Aug. 25th, 2011

cellio: (talmud)
The emperor of Rome (I don't know which one) once said to R. Yehoshua ben Hananiah: your God has been likened to a lion; show me this lion. R. Yehoshua said: that was no ordinary lion but the lion of Belalil. I will see it, the emperor said. So R. Yehoshua prayed and the lion set out from its place. When it was 400 parasangs away it roared once and all pregnant women miscarried and the walls of Rome fell. When it was 300 parasangs away it roared again and all the molars and incisors of men fell out and the emperor fell from his throne to the ground. I beseech you, he said, ask it to go home; R. Yehoshua prayed and it did.

Another time the emperor said to him: I wish to see your God. You can't, R. Yehoshua replied. But I will, the emperor said. So he placed the emperor facing the sun at the summer solstice and told him to look at it. I can't, the emperor said. R. Yehoshua said: the sun is but one of the ministers attending to God; if you can't even look at it then how can you presume to look upon the divine presence?

Another time the emperor said: I will prepare a feast for your God. You can't. Why not? His attendants are too numerous. But I will. Ok, R. Yehoshua said, prepare it on the spacious banks of Rebita. The emperor spent the six months of summer preparing and a tempest came and swept it all away; he then spent the six months of winter preparing and rains came and washed it all away. He asked: what is the meaning of this? R. Yehoshua said: they are just the sweepers and sprinklers that come before God. Then, the emperor said, I cannot do it.

The emperor's daughter once said to him: your God is a carpenter ("who lays the beams of his upper chambers in the waters"), so ask him to make for me a spool. Very well, he said, and he prayed. She was smitten with leprosy, and, per Roman tradition, was removed to the open square and given a spool to wind skeins on. (This was apparently so people would see her and pray for her.) One day R. Yehoshua passed by and said to her: my God has given you a beautiful spool! She said: I pray you, ask him to take back what he has given me. He replied: our God grants a request, but when granted he never takes it back. (59b-60a)

cellio: (baldur-eyes)
Household mystery #1: Dani and I both take multi-vitamins so we just share a jar. (And by the way, do you know how hard it can be to find "just plain vitamins", as opposed to vitamins for men over 53 or menopausal women or left-handed couch potatoes or... but I digress.) I've been noticing that the level in the jar is going down more quickly than I would expect, and his perception is the same. After the exchange of "I take one a day; how many do you take?", we were left stumped. Even if the cats could reach the medicine cabinet the lack of opposable thumbs would hinder them in opening the jar. It's hard to believe that somebody is breaking into the house daily just to steal vitamins out of the jar. (If someone is and you're reading this: hey, I'll just buy you your own jar, ok?) Perhaps we have gremlins. So, a mystery.

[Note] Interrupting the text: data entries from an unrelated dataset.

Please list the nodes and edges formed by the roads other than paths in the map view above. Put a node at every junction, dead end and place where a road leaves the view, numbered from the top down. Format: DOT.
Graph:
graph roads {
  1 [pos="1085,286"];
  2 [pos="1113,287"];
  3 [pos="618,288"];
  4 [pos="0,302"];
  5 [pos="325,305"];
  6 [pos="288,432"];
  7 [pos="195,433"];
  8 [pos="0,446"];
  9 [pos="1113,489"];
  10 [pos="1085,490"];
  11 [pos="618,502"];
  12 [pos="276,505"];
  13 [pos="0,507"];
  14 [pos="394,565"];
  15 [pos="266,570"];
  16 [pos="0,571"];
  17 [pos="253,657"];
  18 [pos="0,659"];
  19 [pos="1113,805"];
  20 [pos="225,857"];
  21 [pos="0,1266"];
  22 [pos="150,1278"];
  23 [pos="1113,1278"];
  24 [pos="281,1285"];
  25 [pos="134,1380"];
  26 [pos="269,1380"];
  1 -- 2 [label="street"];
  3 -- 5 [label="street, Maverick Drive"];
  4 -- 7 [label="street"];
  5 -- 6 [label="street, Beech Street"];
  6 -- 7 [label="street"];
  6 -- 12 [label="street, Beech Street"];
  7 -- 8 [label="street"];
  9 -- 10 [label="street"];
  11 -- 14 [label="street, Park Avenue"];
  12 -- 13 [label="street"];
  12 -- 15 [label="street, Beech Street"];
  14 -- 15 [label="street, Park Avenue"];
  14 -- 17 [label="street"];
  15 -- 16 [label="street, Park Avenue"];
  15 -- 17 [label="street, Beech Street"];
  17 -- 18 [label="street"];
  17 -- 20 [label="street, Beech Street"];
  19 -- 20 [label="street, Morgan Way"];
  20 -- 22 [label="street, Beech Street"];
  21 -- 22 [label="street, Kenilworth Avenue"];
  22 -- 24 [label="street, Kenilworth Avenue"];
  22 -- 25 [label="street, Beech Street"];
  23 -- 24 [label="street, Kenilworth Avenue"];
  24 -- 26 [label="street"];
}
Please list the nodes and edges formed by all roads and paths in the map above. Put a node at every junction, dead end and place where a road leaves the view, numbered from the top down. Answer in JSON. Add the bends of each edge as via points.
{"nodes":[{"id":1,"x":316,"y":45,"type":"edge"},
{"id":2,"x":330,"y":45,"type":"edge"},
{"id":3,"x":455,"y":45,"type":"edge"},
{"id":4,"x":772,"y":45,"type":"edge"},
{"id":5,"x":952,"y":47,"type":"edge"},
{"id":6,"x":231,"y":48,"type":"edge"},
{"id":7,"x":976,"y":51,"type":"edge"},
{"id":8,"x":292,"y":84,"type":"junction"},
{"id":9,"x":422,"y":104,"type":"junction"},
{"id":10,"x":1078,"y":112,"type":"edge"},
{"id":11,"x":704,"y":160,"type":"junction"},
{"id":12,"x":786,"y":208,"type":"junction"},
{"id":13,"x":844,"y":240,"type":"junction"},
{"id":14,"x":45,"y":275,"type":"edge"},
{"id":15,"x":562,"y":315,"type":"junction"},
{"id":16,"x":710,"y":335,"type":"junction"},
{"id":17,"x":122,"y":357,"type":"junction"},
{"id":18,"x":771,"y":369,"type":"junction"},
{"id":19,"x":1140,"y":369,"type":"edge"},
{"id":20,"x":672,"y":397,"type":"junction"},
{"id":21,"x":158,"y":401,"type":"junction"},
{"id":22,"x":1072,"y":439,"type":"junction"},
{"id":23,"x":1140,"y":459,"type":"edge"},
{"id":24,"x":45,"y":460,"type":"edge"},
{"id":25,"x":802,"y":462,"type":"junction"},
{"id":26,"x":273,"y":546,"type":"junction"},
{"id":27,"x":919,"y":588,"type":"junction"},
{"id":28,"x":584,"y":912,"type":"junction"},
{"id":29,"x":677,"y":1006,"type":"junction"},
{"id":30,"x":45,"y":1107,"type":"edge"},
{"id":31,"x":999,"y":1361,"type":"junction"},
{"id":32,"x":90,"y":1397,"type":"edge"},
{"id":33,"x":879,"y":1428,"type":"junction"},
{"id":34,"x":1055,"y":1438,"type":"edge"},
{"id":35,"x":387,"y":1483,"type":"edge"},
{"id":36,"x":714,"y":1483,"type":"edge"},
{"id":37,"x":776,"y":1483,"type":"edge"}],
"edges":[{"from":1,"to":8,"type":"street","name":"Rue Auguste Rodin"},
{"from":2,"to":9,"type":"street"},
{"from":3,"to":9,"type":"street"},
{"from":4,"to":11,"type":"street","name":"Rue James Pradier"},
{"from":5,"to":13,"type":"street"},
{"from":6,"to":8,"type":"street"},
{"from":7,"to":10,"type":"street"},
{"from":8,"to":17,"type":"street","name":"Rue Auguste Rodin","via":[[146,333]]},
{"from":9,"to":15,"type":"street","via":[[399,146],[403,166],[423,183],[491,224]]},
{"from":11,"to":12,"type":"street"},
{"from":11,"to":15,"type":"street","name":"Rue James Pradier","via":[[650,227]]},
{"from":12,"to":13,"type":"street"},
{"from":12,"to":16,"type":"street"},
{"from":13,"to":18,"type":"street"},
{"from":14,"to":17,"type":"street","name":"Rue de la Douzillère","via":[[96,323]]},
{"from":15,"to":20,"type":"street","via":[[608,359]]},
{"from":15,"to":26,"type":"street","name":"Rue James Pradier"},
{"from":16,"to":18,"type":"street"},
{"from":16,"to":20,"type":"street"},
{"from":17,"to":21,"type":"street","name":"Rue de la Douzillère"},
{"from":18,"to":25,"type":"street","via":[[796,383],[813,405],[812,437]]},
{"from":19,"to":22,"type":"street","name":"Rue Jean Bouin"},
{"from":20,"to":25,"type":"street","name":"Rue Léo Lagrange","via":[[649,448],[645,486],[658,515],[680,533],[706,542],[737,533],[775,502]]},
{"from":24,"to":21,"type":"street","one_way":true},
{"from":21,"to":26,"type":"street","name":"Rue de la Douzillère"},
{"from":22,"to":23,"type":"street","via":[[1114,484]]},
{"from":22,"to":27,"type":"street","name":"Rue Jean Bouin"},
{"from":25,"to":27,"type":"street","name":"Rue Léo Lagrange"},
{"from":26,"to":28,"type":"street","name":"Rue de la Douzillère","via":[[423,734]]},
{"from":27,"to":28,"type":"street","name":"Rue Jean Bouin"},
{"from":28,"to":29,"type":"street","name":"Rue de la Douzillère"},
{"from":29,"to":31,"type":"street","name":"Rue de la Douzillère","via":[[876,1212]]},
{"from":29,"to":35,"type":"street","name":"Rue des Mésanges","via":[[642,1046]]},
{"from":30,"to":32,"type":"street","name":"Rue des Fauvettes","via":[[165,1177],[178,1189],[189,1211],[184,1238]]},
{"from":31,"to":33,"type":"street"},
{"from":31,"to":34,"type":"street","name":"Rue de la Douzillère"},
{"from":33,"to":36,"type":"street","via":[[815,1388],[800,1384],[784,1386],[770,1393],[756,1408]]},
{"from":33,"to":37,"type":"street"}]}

Household mystery #2: this year more than in the past, Baldur has been shedding prolifically -- not just in the spring, but all summer too. I think he sheds enough hair to make another cat about every week. I have no idea how he manufactures it at that rate. I speculate that he has opened a private worm-hole to the planet of the cat hair and that this year he got an upgraded baud rate.

Theory: these observations are related. Vitamins support growth, after all. Cat hair goes in one direction; vitamins go in the other direction. I don't know if the gremlins are giving Baldur vitamins (and there is no worm-hole) or if they're sending them through to the planet of the cat hair, but clearly our vitamins are causing an explosion of cat hair.